- [Records]:
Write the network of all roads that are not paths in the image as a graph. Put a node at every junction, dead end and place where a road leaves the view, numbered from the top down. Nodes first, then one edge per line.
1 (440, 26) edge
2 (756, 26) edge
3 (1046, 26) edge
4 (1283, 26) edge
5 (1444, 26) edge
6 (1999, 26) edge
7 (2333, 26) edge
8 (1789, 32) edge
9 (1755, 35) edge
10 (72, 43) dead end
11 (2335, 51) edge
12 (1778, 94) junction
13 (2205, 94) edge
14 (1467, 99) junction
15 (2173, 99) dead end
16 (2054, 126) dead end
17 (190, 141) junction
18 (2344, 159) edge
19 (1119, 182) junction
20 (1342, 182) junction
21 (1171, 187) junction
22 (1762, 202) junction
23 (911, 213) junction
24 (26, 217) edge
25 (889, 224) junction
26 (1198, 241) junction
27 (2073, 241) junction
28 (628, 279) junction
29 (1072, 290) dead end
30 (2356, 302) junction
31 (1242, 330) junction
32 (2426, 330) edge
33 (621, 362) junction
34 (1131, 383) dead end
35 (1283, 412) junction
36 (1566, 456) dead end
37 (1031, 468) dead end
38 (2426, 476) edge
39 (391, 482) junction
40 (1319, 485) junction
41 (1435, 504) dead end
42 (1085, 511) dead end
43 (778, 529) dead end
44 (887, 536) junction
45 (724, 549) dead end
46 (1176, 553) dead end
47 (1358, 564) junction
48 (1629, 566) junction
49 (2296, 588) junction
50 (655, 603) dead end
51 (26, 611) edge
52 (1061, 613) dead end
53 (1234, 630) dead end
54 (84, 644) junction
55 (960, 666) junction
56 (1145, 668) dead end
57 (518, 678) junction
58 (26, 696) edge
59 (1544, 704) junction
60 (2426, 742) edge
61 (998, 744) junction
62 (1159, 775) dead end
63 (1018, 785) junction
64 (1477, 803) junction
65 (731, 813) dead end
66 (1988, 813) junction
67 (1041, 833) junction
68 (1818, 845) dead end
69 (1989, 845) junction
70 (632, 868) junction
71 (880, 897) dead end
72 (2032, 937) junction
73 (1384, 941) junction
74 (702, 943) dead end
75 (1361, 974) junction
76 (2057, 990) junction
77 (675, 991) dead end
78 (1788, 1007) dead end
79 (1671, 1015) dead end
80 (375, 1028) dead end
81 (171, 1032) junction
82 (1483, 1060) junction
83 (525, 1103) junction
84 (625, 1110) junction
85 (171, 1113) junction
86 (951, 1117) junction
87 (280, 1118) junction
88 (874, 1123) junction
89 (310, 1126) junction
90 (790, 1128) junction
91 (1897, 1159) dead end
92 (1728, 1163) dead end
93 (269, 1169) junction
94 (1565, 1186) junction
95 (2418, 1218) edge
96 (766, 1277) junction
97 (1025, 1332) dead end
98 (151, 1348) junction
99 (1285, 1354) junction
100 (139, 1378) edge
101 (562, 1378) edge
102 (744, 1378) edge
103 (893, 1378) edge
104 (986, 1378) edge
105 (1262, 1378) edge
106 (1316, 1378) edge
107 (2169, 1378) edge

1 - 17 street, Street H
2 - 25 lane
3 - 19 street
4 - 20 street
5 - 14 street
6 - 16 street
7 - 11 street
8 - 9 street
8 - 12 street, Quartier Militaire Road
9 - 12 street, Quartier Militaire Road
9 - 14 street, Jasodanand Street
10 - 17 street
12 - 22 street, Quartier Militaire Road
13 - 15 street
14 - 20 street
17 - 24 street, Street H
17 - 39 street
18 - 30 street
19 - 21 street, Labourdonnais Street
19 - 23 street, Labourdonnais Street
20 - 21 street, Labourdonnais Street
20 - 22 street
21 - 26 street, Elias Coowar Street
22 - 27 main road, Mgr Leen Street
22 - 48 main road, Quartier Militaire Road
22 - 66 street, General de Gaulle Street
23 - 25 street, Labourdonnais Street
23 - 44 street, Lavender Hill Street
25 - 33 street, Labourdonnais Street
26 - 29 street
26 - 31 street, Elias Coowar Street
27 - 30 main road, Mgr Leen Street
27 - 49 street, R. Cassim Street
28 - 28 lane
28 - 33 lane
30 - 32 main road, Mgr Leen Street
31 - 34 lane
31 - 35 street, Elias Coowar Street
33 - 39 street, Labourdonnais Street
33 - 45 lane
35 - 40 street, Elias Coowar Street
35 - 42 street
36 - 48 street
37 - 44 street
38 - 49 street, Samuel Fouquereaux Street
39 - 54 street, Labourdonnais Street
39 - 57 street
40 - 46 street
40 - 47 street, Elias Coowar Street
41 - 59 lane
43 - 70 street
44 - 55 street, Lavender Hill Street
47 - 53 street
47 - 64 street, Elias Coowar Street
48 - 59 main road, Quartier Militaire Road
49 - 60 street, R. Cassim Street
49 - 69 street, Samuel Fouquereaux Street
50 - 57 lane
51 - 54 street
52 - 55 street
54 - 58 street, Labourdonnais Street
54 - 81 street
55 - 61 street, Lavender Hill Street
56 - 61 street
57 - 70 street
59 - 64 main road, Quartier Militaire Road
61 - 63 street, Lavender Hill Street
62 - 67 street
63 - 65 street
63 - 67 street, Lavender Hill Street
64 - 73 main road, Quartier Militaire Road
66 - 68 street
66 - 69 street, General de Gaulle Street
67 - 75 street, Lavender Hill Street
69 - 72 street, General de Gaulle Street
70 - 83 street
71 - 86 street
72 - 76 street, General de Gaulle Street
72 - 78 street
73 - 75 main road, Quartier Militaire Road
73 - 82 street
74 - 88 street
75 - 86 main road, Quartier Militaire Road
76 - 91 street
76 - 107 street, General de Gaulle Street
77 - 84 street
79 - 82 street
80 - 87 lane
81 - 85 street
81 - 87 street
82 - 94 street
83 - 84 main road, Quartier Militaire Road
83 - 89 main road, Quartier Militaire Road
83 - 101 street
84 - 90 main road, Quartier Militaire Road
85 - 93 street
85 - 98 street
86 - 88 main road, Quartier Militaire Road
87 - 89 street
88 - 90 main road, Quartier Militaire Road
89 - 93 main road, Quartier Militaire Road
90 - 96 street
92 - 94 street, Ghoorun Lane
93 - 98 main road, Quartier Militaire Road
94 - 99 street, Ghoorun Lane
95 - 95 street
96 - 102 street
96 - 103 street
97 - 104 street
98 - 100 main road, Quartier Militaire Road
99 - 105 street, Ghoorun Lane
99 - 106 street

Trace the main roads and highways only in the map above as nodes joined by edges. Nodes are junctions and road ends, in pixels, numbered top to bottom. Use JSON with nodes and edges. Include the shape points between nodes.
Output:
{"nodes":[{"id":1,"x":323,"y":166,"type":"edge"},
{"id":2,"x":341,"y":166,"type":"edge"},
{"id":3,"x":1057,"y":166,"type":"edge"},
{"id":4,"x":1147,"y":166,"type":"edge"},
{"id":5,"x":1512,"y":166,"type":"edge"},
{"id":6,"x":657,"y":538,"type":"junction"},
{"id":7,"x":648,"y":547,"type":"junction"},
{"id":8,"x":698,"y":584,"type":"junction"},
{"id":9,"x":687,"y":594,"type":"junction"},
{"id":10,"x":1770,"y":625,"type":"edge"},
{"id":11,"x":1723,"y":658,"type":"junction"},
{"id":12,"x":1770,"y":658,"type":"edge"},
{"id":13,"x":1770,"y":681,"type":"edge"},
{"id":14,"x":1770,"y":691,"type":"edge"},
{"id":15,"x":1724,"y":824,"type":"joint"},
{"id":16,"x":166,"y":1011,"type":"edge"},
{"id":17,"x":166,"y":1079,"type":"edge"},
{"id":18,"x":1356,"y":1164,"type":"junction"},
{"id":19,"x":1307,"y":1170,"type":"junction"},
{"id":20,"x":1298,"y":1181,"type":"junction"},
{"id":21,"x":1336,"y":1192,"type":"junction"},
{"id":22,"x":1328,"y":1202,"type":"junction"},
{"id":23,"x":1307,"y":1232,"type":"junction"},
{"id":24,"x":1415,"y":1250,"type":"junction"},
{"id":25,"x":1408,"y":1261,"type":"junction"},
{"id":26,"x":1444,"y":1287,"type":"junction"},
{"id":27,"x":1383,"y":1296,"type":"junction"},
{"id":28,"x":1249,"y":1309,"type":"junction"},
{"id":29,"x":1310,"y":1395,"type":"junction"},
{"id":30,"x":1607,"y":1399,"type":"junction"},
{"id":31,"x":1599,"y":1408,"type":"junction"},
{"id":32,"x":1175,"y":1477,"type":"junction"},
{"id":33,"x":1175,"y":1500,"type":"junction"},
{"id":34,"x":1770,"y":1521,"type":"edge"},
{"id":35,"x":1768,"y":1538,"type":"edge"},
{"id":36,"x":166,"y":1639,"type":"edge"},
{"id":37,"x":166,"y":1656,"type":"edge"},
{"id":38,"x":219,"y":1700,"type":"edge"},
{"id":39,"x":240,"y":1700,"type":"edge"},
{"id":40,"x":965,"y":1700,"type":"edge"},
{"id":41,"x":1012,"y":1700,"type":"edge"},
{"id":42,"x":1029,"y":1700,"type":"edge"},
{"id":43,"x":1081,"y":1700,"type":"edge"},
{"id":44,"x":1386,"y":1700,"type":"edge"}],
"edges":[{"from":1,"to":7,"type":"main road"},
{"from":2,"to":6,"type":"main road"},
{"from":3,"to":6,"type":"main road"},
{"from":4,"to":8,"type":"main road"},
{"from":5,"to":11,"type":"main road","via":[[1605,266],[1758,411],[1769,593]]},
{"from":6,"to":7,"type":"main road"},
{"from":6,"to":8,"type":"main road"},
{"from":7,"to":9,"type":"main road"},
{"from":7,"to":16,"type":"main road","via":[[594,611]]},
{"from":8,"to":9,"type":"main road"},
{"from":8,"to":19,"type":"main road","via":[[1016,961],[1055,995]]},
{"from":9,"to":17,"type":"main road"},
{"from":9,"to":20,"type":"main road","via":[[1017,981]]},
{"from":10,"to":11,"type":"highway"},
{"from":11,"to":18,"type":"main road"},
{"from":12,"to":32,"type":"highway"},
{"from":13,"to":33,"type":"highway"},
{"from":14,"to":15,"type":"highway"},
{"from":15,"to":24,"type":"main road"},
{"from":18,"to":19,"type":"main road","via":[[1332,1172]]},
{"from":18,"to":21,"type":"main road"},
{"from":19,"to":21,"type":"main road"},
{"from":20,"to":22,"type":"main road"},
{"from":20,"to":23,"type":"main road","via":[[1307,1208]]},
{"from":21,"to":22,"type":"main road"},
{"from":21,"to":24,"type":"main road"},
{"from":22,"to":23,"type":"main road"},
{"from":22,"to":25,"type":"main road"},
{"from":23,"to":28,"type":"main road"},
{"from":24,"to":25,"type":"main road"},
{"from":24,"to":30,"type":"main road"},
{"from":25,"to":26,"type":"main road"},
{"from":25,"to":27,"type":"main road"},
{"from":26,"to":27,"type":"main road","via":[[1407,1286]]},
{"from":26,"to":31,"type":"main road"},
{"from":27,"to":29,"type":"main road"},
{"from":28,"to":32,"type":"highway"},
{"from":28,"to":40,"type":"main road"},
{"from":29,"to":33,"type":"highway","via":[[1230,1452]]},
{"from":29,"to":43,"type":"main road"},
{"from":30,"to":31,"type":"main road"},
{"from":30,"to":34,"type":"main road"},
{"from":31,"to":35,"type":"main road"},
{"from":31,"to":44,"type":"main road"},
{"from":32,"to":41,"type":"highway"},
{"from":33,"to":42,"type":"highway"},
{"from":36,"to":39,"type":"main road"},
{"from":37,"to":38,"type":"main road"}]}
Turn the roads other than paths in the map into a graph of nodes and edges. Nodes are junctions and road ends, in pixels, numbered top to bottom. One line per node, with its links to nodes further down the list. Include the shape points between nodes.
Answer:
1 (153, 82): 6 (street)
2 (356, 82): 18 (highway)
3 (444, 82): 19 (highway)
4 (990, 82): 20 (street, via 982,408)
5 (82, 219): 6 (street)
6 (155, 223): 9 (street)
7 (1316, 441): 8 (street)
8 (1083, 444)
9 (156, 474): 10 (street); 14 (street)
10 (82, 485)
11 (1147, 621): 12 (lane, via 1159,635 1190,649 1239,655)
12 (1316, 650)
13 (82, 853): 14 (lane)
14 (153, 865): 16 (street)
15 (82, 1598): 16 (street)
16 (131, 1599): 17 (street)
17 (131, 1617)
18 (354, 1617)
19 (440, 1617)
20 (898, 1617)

- [Task description]: Tally every line of the entries that contains the word "roads", and respond with that number only.

- [Task solution]: 3